>>
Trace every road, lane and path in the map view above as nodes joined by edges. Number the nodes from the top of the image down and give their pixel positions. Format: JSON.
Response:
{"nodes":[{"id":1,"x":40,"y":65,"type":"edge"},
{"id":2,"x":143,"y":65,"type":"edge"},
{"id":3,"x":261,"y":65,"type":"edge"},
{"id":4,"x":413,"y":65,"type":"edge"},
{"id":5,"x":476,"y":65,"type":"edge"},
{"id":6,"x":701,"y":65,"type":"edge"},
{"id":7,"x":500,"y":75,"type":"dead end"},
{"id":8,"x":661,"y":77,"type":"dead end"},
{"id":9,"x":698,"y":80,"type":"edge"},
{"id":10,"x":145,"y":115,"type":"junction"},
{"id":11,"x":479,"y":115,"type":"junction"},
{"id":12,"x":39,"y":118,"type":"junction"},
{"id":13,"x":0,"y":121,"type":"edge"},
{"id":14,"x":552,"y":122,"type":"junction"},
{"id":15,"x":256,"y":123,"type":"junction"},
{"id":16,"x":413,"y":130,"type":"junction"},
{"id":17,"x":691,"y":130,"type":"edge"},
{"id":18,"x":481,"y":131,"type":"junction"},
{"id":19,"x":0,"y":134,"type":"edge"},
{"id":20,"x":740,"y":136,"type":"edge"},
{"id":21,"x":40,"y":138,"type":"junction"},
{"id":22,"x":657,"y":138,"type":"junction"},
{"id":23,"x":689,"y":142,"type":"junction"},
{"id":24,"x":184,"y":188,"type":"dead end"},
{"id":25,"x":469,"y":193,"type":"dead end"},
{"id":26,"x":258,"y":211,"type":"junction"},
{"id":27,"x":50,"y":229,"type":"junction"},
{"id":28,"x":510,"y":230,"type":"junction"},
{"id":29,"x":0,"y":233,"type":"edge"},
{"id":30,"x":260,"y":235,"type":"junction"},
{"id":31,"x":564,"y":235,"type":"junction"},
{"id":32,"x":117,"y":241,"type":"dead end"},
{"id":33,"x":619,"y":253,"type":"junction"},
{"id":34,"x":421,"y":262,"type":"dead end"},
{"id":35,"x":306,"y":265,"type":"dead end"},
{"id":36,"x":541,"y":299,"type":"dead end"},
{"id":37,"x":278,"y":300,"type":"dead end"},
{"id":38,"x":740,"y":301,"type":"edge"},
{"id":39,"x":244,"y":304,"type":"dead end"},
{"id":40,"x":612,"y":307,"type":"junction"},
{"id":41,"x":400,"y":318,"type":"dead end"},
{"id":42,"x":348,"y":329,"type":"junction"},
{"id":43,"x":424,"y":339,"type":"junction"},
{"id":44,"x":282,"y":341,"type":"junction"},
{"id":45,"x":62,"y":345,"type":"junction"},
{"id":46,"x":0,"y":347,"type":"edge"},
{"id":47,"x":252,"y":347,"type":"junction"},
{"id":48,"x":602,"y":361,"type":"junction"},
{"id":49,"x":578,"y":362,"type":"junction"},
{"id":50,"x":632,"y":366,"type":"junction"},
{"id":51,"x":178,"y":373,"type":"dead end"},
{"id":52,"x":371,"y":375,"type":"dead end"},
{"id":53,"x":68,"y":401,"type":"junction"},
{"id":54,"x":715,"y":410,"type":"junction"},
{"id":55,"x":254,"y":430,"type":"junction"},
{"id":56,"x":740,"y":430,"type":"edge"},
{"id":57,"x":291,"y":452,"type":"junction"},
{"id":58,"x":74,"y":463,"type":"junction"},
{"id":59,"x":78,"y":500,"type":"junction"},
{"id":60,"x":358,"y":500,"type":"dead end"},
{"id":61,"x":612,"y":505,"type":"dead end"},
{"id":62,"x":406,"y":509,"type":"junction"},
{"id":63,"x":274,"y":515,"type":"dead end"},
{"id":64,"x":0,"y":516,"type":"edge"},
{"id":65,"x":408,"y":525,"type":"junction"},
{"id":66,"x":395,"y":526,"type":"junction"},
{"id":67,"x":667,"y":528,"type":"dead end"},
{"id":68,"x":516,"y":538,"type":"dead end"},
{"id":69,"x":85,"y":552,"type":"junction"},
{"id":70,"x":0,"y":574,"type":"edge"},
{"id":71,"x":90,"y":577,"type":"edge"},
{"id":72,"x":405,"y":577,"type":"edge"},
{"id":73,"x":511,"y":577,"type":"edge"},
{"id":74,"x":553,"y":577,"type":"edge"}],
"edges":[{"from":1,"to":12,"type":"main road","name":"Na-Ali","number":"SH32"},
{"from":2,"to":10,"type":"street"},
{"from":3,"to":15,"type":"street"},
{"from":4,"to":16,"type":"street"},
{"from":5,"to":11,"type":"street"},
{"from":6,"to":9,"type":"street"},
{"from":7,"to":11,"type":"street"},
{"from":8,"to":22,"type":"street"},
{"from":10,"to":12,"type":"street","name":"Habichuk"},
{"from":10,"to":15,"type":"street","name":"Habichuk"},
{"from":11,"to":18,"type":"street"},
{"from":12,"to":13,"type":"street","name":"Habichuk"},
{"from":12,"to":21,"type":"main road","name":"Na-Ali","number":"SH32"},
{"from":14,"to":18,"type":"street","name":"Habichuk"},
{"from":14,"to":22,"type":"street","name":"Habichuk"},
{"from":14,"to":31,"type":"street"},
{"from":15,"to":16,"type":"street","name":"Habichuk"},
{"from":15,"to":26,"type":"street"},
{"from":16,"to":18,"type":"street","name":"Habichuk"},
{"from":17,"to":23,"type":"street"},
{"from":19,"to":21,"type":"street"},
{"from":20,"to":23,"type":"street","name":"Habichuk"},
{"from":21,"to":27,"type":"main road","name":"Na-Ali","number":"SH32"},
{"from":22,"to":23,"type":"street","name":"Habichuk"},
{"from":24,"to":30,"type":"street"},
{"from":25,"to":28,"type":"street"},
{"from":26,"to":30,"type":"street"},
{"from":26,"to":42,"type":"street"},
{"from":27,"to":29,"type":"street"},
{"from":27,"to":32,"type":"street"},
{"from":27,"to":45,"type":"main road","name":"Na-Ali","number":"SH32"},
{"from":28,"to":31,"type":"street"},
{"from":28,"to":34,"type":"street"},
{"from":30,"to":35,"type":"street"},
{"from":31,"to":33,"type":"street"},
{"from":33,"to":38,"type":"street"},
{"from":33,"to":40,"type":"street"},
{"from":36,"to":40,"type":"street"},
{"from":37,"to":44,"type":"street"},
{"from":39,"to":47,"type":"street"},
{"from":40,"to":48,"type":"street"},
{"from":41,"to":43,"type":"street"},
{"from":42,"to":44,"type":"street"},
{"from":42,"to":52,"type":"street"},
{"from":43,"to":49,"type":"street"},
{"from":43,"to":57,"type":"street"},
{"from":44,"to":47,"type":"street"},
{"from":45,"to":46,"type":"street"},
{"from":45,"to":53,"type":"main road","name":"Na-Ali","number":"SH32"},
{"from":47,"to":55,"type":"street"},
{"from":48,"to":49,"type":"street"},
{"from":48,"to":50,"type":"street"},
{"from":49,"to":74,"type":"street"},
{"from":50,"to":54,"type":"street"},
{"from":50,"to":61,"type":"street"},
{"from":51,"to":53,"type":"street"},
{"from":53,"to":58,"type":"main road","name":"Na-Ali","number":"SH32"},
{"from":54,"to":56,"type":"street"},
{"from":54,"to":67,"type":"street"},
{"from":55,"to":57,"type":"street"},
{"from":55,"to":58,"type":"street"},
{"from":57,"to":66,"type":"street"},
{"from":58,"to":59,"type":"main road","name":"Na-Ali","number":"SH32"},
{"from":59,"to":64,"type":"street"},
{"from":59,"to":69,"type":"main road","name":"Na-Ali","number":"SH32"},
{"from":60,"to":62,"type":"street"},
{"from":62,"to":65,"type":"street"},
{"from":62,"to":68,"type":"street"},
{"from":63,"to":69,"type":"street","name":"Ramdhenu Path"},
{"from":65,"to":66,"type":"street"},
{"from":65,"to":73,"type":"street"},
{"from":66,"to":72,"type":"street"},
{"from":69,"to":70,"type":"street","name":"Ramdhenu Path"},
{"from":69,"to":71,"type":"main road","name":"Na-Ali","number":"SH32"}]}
<<
> Work to complete:
Scan the entries above and report the number of lines that contain the word "Habichuk", with no added text.

> Output:
9